E no Brasil? Por aqui também se verifica crescimento na produção de orgânicos. Dados do Ministério da Agricultura, Pecuária e Abastecimento mostram que a quantidade de agricultores orgânicos aumentou 51% no último ano, somando agora 10.194 produtores rurais. A área total de produção orgânica no País atinge 750 mil ha, destacando-se o Sudeste (44%), seguido das Regiões Norte (21%), Nordeste (16%), Centro-Oeste (14%) e Sul (5%). Números animadores.
As estatísticas oficiais puseram ordem no real tamanho da equação. Qualquer pesquisa na internet apontará um número mágico de 6,5 milhões de hectares ocupados com orgânicos no Brasil. Mas não é bem assim. Nessa grandiosa área estava incluído o extrativismo, enormes extensões onde se explora castanha-do-pará, açaí, borracha e outros gêneros florestais. Ou seja, a verdadeira produção orgânica estava superestimada pela mera coleta na Amazônia. Pouco científico.
Outra deformação, porém, surgiu agora. A legislação nacional passou a permitir que grupos de pequenos agricultores, familiares, se caracterizem como “orgânicos” desde que se agrupem por meio de uma Organização de Controle Social (OCS). Essa entidade só pode realizar a venda direta ao consumidor, em feiras livres, por exemplo. Promovida pelo governo, tal caminho dispensa a certificação, efetuada por empresas sérias, auditadas pelo Inmetro. A qualidade da produção orgânica nas OCSs fica, portanto, atestada pelos próprios agricultores. Discutível.
Centenas de projetos de agricultura “alternativa” assim se espalharam nos assentamentos de reforma agrária, especialmente no Nordeste. Acontece que criar um grupo desses, chamados de “agroecológicos”, é caminho certo para a obtenção de verbas públicas. Para facilitar, o governo federal passou a aceitar esses “orgânicos” nos programas de compras institucionais (merenda escolar, por exemplo). Resultado: essa fatia da produção sob “controle social” está se expandindo, o que explica o aumento do número de agricultores orgânicos no Brasil. Por isso a grande maioria deles (40%) se encontra no Nordeste. Entendeu?
Não está errado permitir que assentados de reforma agrária tenham a oportunidade de, via produção orgânica, encontrar um nicho de mercado que bem os remunere. Estranho é notar a contaminação ideológica desse processo. Para entrar na jogada é preciso haver uma conversão política à esquerda. Ou seja, para praticar a agroecologia, seja lá o que isso signifique, tem-se exigido uma posição anticapitalista. Aqui mora o dilema dos orgânicos: será seu modo de produção um caminho para superar o capitalismo?

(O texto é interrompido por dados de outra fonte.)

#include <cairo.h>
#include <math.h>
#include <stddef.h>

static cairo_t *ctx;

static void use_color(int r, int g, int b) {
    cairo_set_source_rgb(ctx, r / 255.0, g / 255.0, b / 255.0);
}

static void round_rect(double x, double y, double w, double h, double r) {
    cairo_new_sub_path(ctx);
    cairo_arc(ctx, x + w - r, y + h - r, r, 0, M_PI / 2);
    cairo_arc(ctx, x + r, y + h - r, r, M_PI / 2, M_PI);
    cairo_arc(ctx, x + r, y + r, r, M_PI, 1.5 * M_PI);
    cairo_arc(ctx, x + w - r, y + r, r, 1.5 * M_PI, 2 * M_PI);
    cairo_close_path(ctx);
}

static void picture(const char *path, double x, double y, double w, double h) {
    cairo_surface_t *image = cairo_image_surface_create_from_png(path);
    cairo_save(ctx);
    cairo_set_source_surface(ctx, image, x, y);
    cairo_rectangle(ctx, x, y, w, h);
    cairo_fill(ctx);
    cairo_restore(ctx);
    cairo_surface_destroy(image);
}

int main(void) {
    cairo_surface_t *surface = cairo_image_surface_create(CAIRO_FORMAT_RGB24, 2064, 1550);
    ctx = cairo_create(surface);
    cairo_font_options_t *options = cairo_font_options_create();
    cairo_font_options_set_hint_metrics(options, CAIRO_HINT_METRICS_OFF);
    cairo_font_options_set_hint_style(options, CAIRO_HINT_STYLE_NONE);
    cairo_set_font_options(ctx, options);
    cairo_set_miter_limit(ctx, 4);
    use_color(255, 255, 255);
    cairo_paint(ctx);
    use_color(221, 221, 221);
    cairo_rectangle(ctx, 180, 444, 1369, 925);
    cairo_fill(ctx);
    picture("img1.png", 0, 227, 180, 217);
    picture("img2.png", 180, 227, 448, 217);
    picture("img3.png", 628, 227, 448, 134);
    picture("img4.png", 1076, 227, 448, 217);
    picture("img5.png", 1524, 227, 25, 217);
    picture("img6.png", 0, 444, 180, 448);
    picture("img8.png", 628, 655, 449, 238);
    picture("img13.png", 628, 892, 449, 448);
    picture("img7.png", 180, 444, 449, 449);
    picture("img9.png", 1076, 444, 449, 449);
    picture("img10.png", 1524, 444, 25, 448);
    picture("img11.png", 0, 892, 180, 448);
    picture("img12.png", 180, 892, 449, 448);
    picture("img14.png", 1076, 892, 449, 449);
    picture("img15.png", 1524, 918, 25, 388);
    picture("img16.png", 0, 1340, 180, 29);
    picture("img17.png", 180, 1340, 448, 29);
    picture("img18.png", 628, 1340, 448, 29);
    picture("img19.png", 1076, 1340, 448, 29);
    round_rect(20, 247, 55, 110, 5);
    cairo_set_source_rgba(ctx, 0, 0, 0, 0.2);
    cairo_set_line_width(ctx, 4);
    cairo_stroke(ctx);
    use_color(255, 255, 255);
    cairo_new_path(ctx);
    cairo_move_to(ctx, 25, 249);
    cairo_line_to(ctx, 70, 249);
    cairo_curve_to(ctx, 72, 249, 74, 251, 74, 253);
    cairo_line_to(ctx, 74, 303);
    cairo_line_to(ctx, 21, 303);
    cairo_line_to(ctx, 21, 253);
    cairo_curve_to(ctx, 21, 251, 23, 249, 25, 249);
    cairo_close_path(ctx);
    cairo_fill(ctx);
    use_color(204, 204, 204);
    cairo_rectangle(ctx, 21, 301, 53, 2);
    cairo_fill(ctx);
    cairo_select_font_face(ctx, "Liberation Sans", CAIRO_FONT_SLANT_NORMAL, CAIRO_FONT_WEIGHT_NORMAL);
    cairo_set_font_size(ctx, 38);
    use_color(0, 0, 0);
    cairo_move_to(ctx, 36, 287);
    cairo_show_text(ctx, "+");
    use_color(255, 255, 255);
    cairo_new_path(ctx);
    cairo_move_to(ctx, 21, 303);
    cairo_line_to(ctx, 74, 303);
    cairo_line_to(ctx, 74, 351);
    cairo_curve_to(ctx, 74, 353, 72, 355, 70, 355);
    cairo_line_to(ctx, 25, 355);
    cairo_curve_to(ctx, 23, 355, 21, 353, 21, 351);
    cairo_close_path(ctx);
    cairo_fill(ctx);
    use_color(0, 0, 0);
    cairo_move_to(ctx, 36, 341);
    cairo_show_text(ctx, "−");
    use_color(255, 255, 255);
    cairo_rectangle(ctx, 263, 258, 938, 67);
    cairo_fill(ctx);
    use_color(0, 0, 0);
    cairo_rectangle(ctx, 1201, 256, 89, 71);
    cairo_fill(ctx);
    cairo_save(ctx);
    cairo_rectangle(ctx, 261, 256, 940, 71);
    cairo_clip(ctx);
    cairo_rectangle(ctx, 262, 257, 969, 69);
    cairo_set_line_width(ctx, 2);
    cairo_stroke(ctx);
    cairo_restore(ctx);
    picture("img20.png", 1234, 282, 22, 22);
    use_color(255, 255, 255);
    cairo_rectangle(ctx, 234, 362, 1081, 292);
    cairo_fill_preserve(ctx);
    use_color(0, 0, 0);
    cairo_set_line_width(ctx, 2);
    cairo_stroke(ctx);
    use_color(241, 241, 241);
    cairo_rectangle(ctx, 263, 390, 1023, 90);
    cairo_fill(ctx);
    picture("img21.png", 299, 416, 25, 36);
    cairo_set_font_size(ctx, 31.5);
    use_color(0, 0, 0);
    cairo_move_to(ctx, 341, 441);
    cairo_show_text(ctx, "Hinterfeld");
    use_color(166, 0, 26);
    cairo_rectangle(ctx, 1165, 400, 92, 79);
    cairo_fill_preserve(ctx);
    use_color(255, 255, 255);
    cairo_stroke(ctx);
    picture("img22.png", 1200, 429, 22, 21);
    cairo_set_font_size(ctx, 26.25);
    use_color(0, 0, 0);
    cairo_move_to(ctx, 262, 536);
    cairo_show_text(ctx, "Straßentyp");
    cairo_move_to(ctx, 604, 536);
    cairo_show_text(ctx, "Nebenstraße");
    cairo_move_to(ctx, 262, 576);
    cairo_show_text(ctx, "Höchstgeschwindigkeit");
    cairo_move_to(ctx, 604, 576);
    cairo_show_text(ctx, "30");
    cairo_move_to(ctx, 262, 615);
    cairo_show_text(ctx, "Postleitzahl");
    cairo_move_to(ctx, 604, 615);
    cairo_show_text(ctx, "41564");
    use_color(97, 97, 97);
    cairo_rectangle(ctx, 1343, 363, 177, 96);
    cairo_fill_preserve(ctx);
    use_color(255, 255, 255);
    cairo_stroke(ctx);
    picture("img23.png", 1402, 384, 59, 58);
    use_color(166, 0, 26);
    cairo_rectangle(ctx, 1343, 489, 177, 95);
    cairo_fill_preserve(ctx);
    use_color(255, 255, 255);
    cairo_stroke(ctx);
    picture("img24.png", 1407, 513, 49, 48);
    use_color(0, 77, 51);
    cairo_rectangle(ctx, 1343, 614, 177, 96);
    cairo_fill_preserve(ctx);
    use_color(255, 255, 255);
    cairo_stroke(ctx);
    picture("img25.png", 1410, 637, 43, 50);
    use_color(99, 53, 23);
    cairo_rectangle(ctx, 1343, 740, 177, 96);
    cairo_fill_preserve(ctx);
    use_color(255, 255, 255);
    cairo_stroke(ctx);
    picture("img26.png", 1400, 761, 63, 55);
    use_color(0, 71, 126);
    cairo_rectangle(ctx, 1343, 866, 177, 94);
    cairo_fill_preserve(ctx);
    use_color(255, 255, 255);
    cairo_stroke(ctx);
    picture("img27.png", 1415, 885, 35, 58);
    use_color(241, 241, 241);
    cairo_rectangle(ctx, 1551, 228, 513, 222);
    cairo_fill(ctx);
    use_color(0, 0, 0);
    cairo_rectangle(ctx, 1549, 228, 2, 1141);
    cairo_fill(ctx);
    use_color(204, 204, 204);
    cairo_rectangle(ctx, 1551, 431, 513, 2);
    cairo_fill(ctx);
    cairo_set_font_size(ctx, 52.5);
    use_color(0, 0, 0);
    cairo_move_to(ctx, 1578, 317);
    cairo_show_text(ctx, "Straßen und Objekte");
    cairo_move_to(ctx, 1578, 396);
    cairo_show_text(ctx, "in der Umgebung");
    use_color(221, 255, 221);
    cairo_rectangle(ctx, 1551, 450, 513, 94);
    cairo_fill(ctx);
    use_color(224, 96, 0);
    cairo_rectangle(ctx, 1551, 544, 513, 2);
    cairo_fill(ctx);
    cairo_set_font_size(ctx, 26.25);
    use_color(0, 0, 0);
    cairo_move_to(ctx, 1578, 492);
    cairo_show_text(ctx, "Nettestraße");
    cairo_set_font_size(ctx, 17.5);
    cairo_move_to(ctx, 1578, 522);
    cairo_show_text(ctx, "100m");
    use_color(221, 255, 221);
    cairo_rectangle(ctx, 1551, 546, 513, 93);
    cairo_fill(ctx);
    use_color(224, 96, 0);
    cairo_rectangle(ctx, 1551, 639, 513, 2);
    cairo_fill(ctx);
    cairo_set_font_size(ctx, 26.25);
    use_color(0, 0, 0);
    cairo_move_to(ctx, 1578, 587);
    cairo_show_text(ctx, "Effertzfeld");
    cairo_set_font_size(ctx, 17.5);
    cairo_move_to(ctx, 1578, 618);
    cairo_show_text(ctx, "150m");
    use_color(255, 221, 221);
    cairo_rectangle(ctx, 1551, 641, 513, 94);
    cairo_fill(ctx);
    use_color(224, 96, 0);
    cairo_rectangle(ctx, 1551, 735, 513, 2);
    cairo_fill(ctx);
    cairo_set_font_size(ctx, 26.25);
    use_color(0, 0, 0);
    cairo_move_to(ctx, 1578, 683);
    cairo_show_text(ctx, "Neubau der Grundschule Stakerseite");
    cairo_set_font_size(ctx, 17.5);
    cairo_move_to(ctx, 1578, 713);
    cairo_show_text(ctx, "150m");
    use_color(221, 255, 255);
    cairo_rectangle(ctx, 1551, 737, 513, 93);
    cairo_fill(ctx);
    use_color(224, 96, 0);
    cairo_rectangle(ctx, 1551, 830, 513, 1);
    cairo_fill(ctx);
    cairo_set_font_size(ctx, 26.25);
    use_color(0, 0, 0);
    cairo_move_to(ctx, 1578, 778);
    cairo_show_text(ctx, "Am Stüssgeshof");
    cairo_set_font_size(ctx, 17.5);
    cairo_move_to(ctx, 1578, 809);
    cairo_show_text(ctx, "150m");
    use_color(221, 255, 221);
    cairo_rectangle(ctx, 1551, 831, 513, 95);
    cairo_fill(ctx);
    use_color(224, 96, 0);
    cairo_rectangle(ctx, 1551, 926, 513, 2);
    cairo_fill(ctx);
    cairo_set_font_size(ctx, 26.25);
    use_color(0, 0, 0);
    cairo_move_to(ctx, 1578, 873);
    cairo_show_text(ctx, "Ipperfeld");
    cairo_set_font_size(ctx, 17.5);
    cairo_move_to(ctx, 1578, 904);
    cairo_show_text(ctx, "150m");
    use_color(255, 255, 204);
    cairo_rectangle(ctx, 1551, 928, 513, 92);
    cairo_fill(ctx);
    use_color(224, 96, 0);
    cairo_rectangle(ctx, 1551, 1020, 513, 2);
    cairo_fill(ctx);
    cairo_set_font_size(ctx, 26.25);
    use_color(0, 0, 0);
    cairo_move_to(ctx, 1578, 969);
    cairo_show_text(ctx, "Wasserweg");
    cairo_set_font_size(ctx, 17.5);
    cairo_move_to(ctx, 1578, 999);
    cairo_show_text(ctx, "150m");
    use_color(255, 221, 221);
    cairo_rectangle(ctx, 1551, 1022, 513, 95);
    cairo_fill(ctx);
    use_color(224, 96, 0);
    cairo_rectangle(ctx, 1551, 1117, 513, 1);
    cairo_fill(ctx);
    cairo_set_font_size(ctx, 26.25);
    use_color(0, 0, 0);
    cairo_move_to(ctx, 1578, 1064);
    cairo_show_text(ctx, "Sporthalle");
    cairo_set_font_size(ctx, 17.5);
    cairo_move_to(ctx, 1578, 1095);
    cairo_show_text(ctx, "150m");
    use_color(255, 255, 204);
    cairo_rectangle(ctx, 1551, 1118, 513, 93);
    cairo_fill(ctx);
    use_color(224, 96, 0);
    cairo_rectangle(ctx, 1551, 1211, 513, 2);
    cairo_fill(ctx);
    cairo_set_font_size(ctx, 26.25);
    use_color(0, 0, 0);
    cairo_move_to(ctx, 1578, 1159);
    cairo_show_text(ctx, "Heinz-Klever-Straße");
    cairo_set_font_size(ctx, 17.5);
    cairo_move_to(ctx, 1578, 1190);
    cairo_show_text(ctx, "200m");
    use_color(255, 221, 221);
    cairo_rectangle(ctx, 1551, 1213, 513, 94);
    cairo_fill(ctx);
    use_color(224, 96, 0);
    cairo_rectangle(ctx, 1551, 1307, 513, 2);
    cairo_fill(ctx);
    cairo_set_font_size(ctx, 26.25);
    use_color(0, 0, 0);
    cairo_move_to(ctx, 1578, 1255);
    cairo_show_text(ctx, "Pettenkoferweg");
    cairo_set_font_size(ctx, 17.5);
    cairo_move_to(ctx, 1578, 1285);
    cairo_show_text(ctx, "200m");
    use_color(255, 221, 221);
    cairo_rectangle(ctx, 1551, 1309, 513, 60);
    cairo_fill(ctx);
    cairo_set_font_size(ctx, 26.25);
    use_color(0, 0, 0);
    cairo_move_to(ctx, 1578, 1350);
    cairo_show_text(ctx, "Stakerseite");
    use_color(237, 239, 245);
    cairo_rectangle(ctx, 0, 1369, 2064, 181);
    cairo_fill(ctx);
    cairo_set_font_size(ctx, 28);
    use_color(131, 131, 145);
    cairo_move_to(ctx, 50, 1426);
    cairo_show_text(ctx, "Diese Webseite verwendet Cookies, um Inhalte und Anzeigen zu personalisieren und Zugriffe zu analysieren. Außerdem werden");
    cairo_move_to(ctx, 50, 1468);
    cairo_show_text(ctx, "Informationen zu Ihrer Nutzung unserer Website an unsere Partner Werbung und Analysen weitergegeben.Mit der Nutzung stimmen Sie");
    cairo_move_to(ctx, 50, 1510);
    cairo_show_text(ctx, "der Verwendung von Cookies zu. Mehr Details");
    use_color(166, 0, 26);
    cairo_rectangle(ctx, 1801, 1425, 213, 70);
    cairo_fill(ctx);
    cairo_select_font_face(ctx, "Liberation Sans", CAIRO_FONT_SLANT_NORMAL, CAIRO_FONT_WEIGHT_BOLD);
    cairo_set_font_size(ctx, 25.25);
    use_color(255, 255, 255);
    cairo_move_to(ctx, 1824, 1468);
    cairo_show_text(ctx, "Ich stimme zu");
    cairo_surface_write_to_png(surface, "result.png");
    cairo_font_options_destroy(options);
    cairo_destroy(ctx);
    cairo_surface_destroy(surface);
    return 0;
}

Possivelmente não. O preço mais elevado dos alimentos orgânicos indica serem de alta renda seus consumidores. Ecologicamente conscientes, eles topam pagar mais caro para satisfazerem sua preferência. Nenhum germe da revolução mora esse mercado de elite. No elo da produção, tampouco. Regra geral os agricultores orgânicos, em todo o mundo, cultivam um modo de vida alternativo ao da sociedade consumista. Defendem, sim, a economia verde. Mas jamais pensaram em se organizar para combater a economia de mercado. Afinal, dela vivem.
Já os ramos intermediários de processamento e comercialização estão investindo fortemente na linha de orgânicos pensando, simplesmente, em elevar seus lucros. Por isso direcionam seu comércio para os bairros ditos mais nobres. Grandes redes de supermercados esfolam os produtores orgânicos para aumentar suas margens de venda. Falar em anticapitalismo nesse meio parece piada.
Só resta um caminho aos produtores orgânicos: investir em tecnologia, ganhar produtividade e elevar a qualidade. Agricultura orgânica não pode ser sinônimo de agricultura de baixo nível. Ao contrário, ela tem que se mostrar superior. Não na ideologia. Na ciência.